Festival de Cannes 2021 : Tilda Swinton revient à la maison en tournant en Colombie avec un cinéaste thaïlandais

British actress Tilda Swinton smiles during a press conference for the film

Il est treize heures, ce samedi 17 juillet, et Tilda Swinton ne sait pas encore si elle sera invitée en tant qu’habituée du Festival de Cannes ou en tant que lauréate à la cérémonie de clôture de cette 74e édition. Elle y est venue pour la première fois en 1987, pour le film collectif Aria, a accompagné aussi bien Jim Jarmusch que Wes Anderson, Béla Tarr, ou Lynne Ramsay. En 2004, elle a été jurée, sous la présidence de Quentin Tarantino et n’est sans doute pas étrangère au prix du jury qu’Apichatpong Weerasethakul a décroché pour Tropical Malady (ex aequo avec Ladykillers des frères Coen).

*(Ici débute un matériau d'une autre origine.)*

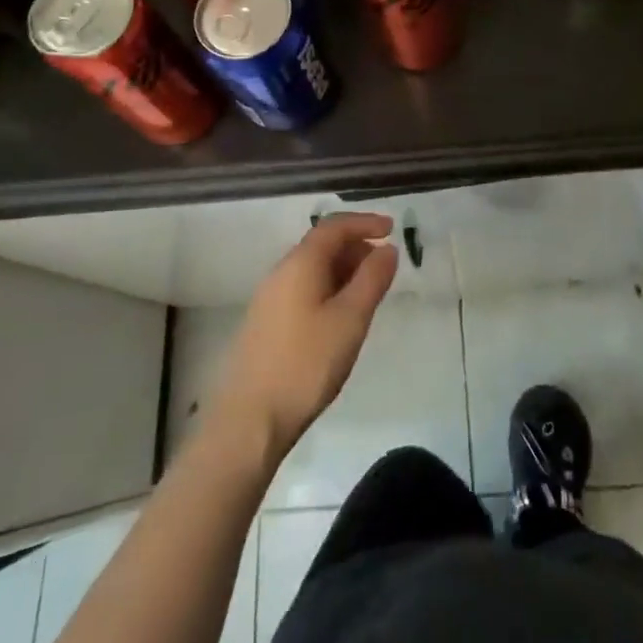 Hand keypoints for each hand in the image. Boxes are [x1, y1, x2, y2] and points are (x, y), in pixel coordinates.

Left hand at [209, 212, 398, 463]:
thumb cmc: (306, 364)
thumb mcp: (350, 319)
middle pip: (321, 244)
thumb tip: (386, 248)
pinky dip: (329, 288)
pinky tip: (341, 316)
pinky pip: (303, 289)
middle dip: (356, 246)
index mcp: (300, 264)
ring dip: (343, 269)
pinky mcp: (266, 323)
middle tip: (385, 265)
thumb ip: (372, 279)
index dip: (365, 222)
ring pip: (312, 269)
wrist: (249, 420)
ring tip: (369, 291)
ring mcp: (269, 299)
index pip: (334, 226)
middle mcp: (281, 273)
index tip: (393, 229) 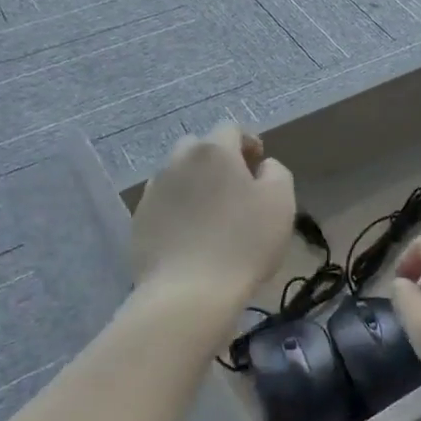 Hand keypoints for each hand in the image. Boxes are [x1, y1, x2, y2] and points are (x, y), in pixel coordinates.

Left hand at [130, 125, 294, 305]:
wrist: (189, 292)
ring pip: (177, 174)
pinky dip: (177, 209)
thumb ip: (276, 172)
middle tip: (235, 187)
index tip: (259, 165)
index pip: (231, 129)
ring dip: (195, 183)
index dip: (248, 142)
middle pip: (199, 147)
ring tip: (211, 213)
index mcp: (214, 151)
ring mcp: (153, 191)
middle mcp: (178, 161)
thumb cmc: (244, 242)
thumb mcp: (281, 202)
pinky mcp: (139, 220)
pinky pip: (163, 203)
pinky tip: (190, 234)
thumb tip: (263, 166)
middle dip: (217, 159) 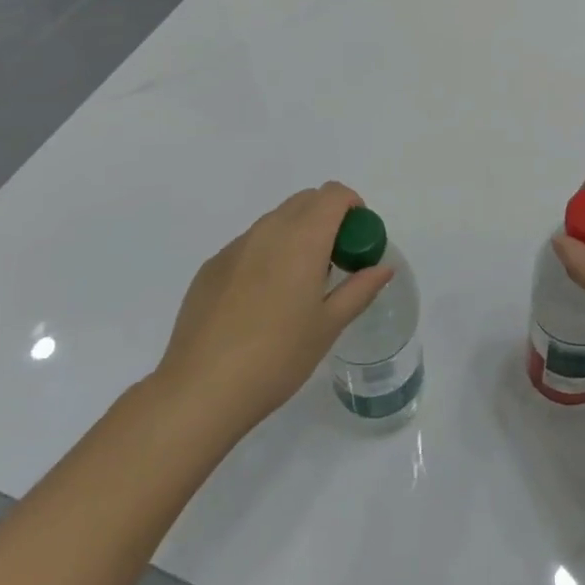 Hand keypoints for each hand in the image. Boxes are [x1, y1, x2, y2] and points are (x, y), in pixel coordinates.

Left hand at [152, 182, 392, 429]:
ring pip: (275, 221)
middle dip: (326, 218)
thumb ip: (360, 289)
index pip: (333, 194)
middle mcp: (268, 230)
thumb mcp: (328, 326)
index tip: (357, 238)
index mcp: (303, 238)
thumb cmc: (277, 357)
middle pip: (305, 200)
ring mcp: (235, 247)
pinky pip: (248, 245)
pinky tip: (259, 302)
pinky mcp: (211, 267)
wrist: (201, 390)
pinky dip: (266, 254)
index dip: (352, 206)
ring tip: (296, 284)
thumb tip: (383, 268)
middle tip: (333, 261)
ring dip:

En attendant d’être fixée sur son statut pour la soirée, celle qui aime à dire qu’elle n’est « pas une actrice » enchaîne les interviews dans un palace de la Croisette. Elle est là pour parler de Memoria, d’Apichatpong Weerasethakul, qui a été présenté en fin de compétition. Mais elle demeure à Cannes depuis le début du festival, puisqu’elle accompagne quatre films, The Souvenir Part II de la Britannique Joanna Hogg, présenté à la Quinzaine des réalisateurs, la réédition de son second film Friendship’s Death, de Peter Wollen (1987), dans la section Cannes Classics, et deux longs métrages en compétition, Memoria et The French Dispatch, de Wes Anderson.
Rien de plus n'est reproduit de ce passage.